Archive for April, 2010


by Andy Mateja

April 6th was the anniversary of the Battle of Shiloh.

This battle was significant for two reasons – the bloodiest two day conflict up to that point in the war and the unshakable perseverance of Ulysses S Grant.

Before Shiloh,  most Civil War battles were small in comparison which led the population  on both sides to believe the war would be short and almost bloodless. That all changed April 6-7 1862  when two armies met on a southwestern Tennessee battlefield  resulting in over 23,000 casualties which up to that moment, was greater than all the previous American wars combined. Neither side believed the passion for victory among its citizen-soldiers was as strong as was displayed during this conflict and were now convinced this war would be long and bloody.

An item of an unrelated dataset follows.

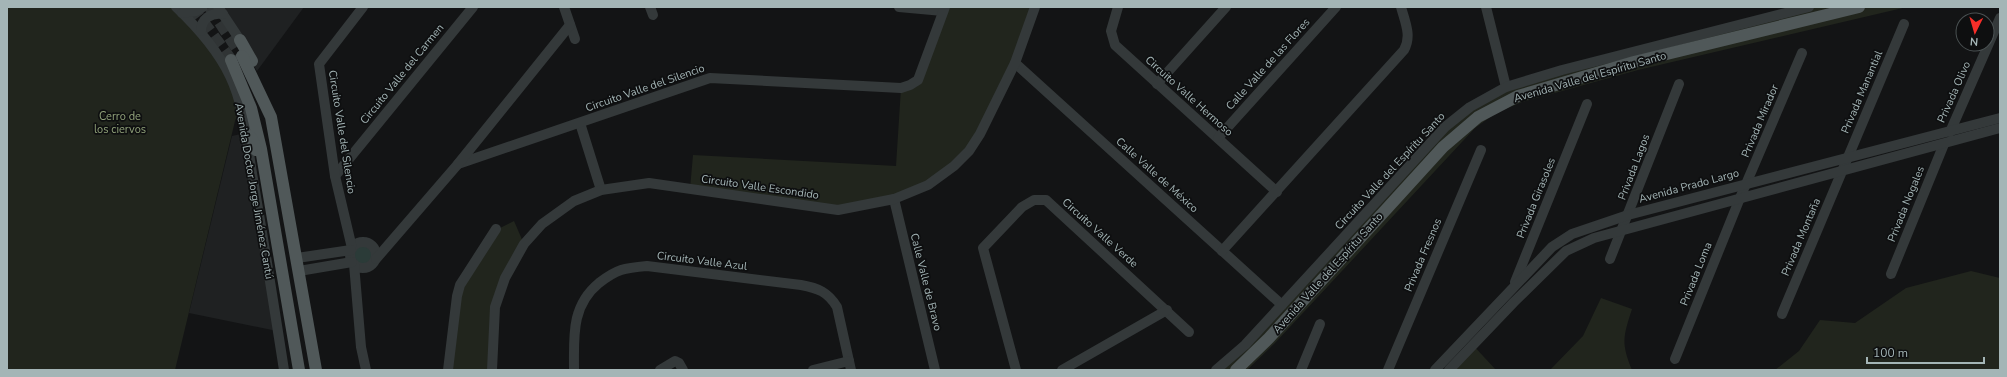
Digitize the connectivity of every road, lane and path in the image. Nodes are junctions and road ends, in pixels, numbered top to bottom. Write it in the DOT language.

It also was a pivotal point in the military career of Ulysses S. Grant. Like Lincoln , Grant was an ordinary man of simple means with his share of personal failures. At the start of the Civil War Grant was working at his fathers tannery in Galena IL after failing at other business ventures and resigning from the army for alleged drunkenness. Grant volunteered to serve the Union with the primary goal of ending the war as quickly as possible. His first successes  were somewhat bloodless, capturing two Confederate forts in  Tennessee. Shiloh however was a different matter – Grant was caught off guard by a surprise Confederate attack which almost destroyed his army and pushed him back to the banks of the Tennessee River. However, rather than retreating overnight , Grant, with fresh reinforcements decided to attack the next day and defeat the Confederate army that almost defeated him the day before. Grant never wavered in his confidence that he would win the battle even though all around him felt they were whipped. Grant believed in his troops and believed in himself. Grant went on to win other major victories with the same self-confidence and perseverance which propelled him to become General-in-Chief of all the Union armies and ultimately into the White House as our 18th President.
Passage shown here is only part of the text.